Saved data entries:
........

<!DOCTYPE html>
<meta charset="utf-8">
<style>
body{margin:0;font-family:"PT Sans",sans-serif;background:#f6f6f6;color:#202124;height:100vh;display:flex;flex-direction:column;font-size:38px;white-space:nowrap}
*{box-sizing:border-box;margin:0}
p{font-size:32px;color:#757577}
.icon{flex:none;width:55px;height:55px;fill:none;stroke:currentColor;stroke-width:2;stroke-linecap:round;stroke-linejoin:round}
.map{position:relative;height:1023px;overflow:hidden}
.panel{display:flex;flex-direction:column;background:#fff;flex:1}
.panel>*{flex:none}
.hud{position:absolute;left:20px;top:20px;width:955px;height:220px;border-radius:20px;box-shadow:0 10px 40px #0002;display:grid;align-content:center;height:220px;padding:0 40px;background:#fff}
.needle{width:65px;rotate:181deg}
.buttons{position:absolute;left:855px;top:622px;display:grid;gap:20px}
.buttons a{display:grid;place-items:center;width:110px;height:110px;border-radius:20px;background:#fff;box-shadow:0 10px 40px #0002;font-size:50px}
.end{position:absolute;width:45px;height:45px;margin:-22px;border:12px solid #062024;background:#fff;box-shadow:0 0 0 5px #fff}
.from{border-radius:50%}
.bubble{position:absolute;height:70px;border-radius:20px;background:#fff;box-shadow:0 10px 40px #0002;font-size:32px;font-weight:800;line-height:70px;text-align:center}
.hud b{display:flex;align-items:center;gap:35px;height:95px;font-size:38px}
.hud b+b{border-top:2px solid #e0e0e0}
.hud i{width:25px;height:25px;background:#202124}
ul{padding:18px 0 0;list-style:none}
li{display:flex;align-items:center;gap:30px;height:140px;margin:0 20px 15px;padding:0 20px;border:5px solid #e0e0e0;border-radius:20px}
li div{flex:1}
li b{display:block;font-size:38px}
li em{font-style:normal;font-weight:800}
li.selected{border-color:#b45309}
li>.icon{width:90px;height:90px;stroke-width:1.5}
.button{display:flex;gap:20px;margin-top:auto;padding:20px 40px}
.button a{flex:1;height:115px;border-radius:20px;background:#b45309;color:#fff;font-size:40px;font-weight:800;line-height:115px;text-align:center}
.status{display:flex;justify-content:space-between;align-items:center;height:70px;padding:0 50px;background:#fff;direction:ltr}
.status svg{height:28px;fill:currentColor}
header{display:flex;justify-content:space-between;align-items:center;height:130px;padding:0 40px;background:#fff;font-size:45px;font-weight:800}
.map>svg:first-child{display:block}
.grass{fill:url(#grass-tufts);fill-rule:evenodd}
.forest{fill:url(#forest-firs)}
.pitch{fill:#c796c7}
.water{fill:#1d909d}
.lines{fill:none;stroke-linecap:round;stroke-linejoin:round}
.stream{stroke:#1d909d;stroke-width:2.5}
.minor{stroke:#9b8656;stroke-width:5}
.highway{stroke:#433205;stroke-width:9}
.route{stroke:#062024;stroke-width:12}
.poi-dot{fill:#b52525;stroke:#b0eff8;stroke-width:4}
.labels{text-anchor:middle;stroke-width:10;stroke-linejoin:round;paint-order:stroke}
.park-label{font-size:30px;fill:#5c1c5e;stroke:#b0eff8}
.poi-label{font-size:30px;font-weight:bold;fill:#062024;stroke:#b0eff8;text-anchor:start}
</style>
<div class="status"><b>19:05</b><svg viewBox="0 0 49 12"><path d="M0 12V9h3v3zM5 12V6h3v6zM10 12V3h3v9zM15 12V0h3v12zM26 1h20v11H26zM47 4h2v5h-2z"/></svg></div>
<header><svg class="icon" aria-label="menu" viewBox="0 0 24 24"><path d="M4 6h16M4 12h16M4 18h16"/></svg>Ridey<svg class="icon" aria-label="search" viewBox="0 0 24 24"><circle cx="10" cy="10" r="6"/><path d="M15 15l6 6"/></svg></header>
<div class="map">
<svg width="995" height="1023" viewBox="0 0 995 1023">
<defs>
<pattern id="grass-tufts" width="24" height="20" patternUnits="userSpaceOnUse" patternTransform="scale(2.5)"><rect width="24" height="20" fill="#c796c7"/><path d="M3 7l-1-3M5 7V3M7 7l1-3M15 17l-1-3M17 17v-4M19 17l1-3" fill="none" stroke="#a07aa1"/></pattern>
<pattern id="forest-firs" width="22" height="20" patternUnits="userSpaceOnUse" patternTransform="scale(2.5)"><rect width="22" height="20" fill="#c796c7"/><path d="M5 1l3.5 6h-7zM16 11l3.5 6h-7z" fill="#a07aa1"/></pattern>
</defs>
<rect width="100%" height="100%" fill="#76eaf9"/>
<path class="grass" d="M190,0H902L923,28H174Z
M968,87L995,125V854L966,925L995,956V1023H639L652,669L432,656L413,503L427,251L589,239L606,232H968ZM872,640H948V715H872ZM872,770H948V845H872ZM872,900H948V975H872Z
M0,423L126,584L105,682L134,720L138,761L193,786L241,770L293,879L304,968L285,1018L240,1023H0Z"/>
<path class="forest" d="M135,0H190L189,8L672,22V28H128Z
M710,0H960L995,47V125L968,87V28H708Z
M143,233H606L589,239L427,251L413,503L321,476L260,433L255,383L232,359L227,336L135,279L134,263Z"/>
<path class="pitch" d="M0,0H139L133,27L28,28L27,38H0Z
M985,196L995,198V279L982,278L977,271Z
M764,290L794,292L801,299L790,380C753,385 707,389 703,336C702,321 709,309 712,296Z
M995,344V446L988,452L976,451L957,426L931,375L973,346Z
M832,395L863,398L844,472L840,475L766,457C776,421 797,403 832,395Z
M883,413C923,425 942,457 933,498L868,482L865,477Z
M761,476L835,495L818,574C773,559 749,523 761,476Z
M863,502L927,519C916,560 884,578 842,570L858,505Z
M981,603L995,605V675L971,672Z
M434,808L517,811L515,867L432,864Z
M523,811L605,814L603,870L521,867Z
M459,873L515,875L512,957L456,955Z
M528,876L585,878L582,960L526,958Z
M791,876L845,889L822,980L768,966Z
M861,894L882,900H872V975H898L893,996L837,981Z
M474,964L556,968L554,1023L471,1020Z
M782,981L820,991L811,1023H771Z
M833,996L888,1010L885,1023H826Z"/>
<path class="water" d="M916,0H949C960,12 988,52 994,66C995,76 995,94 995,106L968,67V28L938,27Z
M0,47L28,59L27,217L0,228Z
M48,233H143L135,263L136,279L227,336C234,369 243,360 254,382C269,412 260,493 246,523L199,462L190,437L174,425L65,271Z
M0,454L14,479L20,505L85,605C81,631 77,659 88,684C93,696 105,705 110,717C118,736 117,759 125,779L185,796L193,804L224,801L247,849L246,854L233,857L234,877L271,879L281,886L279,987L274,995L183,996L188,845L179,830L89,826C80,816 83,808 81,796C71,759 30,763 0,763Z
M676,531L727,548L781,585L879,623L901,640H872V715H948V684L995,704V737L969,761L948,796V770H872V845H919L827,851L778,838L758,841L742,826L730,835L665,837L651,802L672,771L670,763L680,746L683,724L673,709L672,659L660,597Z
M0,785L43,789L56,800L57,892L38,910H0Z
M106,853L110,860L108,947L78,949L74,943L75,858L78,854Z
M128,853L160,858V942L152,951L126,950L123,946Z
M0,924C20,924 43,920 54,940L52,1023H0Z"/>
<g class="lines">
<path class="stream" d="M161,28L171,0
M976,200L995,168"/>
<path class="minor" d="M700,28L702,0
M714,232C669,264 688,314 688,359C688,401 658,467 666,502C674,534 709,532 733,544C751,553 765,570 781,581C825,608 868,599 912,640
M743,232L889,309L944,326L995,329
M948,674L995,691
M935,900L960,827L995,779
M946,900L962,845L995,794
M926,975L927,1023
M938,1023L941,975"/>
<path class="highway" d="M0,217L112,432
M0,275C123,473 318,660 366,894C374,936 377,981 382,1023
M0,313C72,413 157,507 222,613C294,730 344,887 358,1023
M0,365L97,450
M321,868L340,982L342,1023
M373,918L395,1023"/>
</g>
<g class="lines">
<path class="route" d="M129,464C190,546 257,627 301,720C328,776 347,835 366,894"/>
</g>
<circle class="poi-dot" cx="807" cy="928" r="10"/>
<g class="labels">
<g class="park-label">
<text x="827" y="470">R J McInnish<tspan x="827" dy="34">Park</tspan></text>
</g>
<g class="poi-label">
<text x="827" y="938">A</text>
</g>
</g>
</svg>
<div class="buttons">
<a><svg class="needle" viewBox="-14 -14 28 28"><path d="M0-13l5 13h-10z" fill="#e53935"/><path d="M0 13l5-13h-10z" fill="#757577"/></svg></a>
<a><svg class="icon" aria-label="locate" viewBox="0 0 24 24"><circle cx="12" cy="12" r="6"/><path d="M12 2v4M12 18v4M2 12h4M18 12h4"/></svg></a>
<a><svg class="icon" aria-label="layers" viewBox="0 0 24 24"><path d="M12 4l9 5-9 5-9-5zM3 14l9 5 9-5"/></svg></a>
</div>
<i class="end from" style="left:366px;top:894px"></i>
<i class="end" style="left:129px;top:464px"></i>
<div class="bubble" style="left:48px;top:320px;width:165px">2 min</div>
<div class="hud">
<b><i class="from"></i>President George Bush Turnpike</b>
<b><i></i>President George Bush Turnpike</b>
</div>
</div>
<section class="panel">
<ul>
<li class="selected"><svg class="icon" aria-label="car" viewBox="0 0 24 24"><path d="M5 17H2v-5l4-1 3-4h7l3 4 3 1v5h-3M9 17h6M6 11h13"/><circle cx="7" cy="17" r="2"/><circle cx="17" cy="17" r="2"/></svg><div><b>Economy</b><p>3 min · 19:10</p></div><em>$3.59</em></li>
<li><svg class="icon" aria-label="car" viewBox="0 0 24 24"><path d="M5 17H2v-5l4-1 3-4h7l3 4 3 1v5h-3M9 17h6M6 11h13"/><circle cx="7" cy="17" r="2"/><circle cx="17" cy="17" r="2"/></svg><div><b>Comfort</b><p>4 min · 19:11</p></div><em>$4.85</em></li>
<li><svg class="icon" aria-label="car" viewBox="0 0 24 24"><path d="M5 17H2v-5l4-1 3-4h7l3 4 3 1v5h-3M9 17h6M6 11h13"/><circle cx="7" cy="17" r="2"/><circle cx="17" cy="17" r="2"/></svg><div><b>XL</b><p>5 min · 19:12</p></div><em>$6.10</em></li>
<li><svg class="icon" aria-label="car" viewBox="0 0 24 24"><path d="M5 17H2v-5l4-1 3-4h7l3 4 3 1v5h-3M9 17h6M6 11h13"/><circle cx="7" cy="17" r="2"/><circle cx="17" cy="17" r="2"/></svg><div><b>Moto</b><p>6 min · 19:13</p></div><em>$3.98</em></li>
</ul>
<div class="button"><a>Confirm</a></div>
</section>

........

◆ **Your instructions**: Return each line of the entries that holds the string "labels".

◆ **Finished task**:
.labels{text-anchor:middle;stroke-width:10;stroke-linejoin:round;paint-order:stroke}
<g class="labels">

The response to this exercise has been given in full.